So I try to ask other questions, harder questions that require me to not quit. Included is, "How can I raise my future children as Jewish?" with little good answer. Anti-Zionist Jewish parents I have met can't enroll their children into Hebrew school because of the aforementioned curriculum issues. People online unhelpfully suggest I can raise my children with "tikkun olam" (the important Jewish principle of "repairing the world") with no practical framework or guide as to how to do so. I still have a few years before I plan on becoming a parent (or "Moddy," the compound word between mommy and daddy I am currently entertaining having my children call me) and this process is sure to evolve as the rest of the world changes.

I also ask, "How can Jews have identity after Israel?" because I truly don't believe that there will be no consequence for Israel's government's actions. As of this writing, a number of countries in the UN are advocating for Palestine to be recognized as its own nation. Joe Biden foolishly fought against Prime Minister Benjamin Netanyahu's ICC indictment even though leaving it alone was an easy get—Netanyahu is the same man Israel's citizens were trying to oust over a year ago for very serious corruption charges. AntiJewish violence, even if I don't find trackers from organizations like the historically conservative and self-hating Anti-Defamation League to be trustworthy, is very much on the rise as I know Jewish nonprofit workers who have started programs against it since October 2023 out of need. Also damning, leftist protestors including protest organizers are not informing themselves on known antiJewish tropes and conspiracy theories as they fight to save Palestinian lives.

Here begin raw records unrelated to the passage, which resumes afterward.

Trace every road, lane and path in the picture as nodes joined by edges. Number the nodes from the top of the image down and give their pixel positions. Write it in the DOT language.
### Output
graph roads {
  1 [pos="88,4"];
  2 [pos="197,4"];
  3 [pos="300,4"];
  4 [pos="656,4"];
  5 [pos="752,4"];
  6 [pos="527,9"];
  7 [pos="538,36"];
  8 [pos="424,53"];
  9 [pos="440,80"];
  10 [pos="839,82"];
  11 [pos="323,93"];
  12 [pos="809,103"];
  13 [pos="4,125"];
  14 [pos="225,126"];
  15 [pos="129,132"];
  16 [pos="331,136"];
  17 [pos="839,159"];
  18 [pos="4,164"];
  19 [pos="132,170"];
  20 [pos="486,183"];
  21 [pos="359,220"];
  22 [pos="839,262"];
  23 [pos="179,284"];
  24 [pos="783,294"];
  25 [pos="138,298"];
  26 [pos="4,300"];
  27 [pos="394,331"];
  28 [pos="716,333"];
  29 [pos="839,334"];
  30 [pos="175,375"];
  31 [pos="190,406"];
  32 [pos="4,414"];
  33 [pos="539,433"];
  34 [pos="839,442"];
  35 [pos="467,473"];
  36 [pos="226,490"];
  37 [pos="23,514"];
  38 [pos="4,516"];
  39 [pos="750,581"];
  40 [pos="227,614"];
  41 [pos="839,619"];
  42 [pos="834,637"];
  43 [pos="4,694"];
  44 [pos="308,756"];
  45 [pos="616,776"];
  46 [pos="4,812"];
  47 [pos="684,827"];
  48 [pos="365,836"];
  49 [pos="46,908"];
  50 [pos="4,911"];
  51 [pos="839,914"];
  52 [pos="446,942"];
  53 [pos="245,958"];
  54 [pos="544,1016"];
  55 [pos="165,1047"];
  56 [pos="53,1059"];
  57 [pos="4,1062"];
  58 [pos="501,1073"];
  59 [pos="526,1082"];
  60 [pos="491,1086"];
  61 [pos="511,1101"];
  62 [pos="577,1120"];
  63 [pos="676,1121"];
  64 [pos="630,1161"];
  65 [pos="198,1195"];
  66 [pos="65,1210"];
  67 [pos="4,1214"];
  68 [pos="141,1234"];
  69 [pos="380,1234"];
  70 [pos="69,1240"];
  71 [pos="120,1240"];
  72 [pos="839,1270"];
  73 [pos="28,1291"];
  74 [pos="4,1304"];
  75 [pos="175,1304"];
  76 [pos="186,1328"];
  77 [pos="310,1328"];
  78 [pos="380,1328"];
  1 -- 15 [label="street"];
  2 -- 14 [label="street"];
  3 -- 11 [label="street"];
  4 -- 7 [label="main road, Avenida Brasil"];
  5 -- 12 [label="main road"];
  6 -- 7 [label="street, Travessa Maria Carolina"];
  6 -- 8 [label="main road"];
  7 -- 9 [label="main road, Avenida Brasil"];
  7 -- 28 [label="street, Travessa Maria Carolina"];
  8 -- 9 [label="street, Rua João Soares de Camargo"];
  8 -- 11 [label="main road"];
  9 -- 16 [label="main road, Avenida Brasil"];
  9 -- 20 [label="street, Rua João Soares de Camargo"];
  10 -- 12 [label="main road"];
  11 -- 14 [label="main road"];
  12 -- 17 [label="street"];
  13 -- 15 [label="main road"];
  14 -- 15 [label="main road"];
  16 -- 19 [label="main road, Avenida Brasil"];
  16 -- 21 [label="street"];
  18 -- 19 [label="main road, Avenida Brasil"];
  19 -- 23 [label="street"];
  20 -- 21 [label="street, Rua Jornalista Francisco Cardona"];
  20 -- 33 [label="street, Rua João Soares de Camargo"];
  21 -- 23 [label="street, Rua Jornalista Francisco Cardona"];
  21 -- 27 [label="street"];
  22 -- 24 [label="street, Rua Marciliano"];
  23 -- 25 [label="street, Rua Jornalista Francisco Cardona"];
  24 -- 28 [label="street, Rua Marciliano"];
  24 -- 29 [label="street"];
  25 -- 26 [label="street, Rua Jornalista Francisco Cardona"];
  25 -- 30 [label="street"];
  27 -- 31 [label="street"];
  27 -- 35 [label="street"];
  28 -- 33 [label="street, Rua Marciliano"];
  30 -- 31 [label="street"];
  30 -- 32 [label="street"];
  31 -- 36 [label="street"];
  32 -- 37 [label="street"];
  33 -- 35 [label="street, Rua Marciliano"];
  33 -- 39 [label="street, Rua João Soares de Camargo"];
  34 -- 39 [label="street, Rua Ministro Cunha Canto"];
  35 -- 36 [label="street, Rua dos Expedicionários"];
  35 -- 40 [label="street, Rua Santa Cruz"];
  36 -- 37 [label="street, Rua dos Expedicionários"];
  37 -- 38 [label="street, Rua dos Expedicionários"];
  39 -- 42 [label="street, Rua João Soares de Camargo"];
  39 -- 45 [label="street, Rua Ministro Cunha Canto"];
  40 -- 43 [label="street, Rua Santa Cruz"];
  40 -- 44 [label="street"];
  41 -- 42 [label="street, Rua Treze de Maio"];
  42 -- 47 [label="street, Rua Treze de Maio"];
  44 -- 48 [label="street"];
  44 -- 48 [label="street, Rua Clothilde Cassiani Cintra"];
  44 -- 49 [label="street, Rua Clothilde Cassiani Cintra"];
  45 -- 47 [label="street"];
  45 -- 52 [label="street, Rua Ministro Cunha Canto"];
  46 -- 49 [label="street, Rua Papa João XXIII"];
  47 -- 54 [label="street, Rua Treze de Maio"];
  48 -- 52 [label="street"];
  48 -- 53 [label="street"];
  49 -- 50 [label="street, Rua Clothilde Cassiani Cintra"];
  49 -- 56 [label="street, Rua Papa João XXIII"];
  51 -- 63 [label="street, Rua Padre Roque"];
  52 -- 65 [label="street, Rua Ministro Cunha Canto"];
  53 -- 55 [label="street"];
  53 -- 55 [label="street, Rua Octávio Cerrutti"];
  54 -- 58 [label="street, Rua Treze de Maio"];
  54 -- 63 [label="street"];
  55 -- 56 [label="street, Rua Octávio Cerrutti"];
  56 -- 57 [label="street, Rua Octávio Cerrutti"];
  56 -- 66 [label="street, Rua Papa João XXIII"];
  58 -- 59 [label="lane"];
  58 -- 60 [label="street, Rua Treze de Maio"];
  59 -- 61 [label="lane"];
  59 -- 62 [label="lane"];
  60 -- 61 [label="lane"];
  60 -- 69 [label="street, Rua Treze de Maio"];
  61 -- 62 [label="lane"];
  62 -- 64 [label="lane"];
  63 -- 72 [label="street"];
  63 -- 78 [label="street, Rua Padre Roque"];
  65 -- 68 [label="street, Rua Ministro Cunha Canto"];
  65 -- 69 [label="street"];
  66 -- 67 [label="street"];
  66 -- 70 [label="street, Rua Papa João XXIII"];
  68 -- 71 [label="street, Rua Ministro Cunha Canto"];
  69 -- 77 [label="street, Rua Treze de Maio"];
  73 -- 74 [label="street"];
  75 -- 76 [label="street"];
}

What is Jewish identity when a fascist government has tied up your family and culture with genocide against others' families and culture? What is Jewish identity after it was entwined in nationalism against the consent of many Jews, both great thinkers of the past and present? What is Jewish identity when current events are fueling and will continue to fuel antiJewishness across the globe? What is Jewish identity when it will finally be proven that accomplishing capitalism, that accomplishing military might, that accomplishing right wing government, that accomplishing all status quo systems that are inherently violent and hateful and poisonous to the human spirit will not protect and save Jewish lives?

I'm not the only person who will have to answer by the end of this. I'm just among the many who will have to live with it after so many Palestinians suffered.  I will be medically transitioned off of testosterone manufactured and distributed by Israel while those who could not access their medications and through more painful means died. And then I'll have to face my own country, who contains many loud people and powerful politicians who hate me and want me dead for being androgynous.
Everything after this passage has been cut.